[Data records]
....

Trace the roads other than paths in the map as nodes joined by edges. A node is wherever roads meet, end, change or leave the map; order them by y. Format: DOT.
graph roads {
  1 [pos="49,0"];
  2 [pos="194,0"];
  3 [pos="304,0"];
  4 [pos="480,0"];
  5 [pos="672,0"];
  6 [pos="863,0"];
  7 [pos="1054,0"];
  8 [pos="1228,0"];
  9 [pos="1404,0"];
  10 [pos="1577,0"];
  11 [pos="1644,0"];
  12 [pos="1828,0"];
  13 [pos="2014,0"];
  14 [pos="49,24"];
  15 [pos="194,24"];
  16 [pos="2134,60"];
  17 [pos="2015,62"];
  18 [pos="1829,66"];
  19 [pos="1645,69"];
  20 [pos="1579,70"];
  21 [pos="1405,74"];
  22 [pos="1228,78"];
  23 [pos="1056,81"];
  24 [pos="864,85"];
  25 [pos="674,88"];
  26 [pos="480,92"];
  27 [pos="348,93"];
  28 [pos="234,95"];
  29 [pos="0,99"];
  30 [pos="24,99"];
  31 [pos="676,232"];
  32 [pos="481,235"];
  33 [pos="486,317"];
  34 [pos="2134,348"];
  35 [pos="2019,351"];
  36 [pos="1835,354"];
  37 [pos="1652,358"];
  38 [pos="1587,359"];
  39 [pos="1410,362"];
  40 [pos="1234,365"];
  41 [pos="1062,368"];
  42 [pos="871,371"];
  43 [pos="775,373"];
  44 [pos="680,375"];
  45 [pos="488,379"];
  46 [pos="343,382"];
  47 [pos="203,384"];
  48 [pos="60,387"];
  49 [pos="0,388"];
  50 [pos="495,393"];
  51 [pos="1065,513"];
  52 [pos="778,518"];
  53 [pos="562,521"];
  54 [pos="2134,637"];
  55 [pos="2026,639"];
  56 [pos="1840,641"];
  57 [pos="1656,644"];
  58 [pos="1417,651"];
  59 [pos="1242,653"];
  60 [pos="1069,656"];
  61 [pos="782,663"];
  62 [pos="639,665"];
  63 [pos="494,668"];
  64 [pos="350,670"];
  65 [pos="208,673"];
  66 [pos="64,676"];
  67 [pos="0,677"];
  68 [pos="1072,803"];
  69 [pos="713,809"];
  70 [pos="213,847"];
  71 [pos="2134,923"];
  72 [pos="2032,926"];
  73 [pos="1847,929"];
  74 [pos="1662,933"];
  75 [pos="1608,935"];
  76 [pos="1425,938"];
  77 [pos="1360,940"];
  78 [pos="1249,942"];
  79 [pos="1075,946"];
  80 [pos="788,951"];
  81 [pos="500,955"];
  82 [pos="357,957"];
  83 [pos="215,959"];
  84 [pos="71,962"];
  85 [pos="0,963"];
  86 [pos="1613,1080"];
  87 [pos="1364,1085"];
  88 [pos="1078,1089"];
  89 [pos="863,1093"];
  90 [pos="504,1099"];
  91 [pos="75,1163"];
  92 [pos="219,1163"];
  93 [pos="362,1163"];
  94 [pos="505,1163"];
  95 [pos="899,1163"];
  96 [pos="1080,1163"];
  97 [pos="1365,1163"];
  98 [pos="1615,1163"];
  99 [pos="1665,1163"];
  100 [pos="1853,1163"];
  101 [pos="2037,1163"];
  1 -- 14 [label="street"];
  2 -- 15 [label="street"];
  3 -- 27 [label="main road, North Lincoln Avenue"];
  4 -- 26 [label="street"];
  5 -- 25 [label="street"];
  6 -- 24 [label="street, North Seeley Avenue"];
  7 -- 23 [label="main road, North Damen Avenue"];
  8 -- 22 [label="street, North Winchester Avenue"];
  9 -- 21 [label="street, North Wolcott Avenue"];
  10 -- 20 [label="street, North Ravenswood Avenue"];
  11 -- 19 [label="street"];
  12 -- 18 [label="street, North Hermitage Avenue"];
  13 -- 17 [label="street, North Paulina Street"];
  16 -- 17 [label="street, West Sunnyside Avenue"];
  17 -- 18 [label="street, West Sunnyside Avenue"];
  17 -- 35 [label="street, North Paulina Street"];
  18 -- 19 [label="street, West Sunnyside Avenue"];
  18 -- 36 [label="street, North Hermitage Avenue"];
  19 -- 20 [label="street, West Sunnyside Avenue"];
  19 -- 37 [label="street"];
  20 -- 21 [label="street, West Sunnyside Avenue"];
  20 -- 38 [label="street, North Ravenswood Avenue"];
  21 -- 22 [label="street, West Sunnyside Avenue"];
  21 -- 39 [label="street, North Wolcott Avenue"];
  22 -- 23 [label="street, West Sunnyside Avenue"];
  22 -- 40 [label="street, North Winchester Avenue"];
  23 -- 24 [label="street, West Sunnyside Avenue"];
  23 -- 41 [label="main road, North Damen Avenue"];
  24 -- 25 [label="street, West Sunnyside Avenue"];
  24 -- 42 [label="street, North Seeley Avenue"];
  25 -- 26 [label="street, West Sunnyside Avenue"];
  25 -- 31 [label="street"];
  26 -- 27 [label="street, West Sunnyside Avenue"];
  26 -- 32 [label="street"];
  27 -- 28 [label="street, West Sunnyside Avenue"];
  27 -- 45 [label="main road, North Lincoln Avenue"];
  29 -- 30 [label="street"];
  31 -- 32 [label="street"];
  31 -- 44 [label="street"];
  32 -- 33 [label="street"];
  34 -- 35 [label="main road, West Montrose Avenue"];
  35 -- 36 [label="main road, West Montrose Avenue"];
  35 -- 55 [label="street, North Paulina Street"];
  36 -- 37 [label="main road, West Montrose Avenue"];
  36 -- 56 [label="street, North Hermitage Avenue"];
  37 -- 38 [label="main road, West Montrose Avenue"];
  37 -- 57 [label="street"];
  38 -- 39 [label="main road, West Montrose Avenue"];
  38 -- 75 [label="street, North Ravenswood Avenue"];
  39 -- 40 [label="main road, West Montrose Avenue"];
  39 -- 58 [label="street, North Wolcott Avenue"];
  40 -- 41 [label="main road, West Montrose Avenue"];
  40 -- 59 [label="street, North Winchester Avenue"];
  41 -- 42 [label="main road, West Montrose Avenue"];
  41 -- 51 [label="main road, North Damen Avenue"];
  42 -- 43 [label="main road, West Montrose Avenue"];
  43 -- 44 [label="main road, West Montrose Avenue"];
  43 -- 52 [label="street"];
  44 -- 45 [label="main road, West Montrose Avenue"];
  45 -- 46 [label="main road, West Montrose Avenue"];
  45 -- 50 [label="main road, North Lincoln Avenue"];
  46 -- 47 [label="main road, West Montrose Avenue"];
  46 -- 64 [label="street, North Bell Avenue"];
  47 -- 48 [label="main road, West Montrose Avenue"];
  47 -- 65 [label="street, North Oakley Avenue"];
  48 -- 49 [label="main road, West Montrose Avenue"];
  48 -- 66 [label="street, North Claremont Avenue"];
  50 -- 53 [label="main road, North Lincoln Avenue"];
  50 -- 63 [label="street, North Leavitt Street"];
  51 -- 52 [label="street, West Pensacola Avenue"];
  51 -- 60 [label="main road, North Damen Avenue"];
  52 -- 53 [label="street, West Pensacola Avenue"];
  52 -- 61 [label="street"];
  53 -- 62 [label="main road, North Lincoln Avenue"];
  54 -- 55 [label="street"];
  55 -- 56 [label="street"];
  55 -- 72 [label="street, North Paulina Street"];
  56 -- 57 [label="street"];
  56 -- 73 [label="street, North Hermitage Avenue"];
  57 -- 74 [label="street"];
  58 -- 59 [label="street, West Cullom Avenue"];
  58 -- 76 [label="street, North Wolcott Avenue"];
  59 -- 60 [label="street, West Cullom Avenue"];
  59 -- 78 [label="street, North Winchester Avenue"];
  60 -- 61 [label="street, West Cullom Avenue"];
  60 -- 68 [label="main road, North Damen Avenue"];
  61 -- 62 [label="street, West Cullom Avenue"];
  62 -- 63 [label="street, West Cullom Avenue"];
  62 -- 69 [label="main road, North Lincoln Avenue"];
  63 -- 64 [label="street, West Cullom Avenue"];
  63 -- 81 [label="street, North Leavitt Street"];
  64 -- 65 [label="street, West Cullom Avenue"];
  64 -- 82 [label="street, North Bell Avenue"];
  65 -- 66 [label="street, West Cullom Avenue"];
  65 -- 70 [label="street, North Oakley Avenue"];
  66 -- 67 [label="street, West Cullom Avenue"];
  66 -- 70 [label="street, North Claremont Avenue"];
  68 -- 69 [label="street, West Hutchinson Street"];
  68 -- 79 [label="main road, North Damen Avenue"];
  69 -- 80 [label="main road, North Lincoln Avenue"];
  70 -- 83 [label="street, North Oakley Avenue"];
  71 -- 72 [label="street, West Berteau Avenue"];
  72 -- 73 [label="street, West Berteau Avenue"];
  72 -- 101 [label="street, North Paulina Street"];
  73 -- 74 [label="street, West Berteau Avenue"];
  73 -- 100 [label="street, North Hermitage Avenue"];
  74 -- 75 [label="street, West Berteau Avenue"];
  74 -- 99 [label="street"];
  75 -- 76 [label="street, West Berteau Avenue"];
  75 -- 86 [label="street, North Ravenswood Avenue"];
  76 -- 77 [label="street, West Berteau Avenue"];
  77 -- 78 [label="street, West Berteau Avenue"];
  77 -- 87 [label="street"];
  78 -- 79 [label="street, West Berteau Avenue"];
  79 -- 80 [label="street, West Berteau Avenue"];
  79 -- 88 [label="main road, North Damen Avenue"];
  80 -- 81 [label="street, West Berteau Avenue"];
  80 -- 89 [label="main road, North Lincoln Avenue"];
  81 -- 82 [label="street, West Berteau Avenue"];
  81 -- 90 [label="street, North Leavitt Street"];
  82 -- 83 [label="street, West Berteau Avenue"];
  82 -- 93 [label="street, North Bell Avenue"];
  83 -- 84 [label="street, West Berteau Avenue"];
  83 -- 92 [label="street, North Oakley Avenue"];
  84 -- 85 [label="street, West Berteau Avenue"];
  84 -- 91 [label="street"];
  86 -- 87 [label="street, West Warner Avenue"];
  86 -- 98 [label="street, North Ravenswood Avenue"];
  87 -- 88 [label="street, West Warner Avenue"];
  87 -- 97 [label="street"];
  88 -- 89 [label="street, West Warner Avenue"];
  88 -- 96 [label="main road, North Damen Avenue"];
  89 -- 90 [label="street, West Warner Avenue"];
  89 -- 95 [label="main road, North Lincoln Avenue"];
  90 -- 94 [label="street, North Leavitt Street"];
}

....

Work instructions: If a line in the records above includes the string "Ravenswood", copy it.

Completed task:
  10 -- 20 [label="street, North Ravenswood Avenue"];
  20 -- 38 [label="street, North Ravenswood Avenue"];
  38 -- 75 [label="street, North Ravenswood Avenue"];
  75 -- 86 [label="street, North Ravenswood Avenue"];
  86 -- 98 [label="street, North Ravenswood Avenue"];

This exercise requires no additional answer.